Flare Dispersion Analysis - Frequently Asked Questions (Faqs) Q1. What is Flare Dispersion Analysis?
A1. Flare dispersion analysis is a study of the dispersion of toxic and / or flammable pollutants (primarily gaseous) from a flare, either a ground or elevated flare.

Q2. Is it necessary to perform a flare dispersion analysis?
A2. Yes, it has now become mandatory in most parts of the world when a new industrial unit which requires a flare to burn waste gases requires to be set up and an environmental clearance is required from the local government for establishing the unit.

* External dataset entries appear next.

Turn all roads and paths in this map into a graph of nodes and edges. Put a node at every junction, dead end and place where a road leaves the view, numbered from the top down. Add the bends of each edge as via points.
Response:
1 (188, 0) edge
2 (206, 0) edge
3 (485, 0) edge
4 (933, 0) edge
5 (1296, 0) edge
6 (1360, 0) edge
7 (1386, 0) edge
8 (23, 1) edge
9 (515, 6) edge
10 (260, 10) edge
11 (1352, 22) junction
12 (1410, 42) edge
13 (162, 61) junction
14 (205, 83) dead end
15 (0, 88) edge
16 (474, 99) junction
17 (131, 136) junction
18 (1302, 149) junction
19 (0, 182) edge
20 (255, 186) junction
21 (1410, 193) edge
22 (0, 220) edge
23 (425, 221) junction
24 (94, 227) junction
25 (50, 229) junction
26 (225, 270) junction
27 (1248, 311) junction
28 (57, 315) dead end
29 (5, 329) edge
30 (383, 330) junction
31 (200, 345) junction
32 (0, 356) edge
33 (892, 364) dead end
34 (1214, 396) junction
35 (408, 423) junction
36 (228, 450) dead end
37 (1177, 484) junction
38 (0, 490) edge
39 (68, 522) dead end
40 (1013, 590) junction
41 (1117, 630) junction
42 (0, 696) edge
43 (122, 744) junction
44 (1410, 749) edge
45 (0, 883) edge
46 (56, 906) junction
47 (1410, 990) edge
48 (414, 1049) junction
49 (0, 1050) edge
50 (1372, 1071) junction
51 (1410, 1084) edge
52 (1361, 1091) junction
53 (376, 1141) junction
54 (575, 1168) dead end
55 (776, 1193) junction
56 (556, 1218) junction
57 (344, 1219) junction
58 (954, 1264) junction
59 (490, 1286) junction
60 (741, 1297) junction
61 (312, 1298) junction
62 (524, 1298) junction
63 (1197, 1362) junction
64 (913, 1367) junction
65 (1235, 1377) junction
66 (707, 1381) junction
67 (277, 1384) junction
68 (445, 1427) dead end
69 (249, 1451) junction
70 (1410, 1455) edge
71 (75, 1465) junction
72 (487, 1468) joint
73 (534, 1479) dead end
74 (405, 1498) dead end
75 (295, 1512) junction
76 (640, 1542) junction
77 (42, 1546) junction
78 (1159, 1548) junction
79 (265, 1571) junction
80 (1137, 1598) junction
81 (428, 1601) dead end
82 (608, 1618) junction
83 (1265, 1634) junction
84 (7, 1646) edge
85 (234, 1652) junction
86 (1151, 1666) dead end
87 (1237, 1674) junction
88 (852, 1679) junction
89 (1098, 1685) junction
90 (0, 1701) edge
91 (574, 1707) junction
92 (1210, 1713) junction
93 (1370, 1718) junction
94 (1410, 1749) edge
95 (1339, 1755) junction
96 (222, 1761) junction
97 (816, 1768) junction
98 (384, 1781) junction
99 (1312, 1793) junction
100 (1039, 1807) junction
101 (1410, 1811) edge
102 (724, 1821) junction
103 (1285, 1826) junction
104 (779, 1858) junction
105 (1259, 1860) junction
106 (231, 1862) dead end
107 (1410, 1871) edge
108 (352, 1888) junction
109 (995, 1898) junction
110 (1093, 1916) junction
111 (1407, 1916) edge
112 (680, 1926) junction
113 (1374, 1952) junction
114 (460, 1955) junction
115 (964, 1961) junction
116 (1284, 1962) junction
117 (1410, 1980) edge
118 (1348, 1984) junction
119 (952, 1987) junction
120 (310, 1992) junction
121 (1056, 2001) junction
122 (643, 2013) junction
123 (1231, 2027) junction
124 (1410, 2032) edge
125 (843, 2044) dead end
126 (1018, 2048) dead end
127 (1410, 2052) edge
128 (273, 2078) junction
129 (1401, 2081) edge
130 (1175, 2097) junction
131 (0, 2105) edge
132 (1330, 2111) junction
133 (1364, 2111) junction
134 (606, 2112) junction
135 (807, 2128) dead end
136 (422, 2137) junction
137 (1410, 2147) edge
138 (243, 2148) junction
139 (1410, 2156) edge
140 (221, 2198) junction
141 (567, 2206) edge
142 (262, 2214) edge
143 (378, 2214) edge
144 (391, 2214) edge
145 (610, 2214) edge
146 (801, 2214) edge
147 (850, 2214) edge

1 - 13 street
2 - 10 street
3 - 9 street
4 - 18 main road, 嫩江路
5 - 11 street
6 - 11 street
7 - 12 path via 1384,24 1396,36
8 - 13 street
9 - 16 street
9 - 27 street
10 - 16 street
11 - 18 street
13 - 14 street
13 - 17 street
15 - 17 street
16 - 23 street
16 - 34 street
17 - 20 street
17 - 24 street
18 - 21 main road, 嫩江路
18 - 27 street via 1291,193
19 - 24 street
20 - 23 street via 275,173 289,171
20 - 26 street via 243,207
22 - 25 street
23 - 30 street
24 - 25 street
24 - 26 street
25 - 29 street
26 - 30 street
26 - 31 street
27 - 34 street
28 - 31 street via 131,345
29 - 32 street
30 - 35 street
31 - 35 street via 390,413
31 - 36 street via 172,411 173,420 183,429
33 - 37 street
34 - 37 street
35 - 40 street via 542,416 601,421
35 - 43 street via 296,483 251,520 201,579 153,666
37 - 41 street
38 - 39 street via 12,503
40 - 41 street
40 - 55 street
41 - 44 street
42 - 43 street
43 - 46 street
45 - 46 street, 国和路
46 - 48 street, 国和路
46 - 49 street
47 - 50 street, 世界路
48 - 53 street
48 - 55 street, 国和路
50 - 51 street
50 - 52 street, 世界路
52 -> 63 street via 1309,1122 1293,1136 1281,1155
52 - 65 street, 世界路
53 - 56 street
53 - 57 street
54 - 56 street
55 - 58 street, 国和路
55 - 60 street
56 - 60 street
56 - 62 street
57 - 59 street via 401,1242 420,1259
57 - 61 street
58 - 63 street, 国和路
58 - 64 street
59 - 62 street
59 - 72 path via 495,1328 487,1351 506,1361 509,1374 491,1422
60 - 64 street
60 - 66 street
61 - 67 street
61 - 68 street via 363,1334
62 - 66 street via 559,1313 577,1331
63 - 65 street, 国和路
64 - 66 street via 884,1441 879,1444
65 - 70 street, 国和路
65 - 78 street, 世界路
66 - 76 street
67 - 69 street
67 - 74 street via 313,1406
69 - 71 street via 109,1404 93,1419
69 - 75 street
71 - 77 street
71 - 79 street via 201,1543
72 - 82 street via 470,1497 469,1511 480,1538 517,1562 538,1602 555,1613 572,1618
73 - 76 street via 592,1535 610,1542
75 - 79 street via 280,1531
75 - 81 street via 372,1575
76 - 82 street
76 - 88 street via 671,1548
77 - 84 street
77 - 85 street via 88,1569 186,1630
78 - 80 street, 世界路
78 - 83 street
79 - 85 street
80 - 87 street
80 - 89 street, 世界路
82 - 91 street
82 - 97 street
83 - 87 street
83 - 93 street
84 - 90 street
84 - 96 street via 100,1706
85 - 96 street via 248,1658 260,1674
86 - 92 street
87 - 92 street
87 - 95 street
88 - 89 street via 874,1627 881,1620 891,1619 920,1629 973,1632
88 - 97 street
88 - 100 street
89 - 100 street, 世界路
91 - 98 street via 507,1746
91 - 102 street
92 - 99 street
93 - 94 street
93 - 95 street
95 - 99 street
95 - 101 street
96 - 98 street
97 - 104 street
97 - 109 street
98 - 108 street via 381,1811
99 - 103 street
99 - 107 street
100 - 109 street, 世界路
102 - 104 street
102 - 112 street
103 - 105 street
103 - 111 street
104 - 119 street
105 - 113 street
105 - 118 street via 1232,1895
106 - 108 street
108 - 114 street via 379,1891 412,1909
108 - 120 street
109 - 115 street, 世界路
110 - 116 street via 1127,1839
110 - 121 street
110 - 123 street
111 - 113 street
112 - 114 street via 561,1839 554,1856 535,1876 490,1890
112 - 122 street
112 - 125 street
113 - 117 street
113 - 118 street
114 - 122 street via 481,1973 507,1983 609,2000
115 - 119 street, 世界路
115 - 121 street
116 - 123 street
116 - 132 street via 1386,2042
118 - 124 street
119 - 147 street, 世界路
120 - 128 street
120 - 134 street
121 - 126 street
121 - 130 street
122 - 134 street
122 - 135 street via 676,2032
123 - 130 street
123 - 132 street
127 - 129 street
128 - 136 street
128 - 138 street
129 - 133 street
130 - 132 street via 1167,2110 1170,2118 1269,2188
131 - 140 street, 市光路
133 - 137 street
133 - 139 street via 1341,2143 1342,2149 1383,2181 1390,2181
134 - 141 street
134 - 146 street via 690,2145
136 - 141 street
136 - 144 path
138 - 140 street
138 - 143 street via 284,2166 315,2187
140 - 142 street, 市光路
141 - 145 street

Q3. Is flare dispersion study required for existing old industrial units?
A3. This depends on the local laws and regulations related to environmental safety for the concerned industrial unit. From a moral and ethical viewpoint, it becomes obligatory for any organization to conduct not only a flare dispersion study for a new industrial unit it owns but also for old industrial units which may be more prone to emitting harmful pollutants to the atmosphere. Changing demographics make a compelling reason for periodic flare dispersion studies over the lifetime of the industrial unit. Most advanced nations have now made it compulsory for such kind of studies whether it be a new industrial unit, license renewal for an existing old unit or due to the changing demographics around a under construction / existing industrial unit.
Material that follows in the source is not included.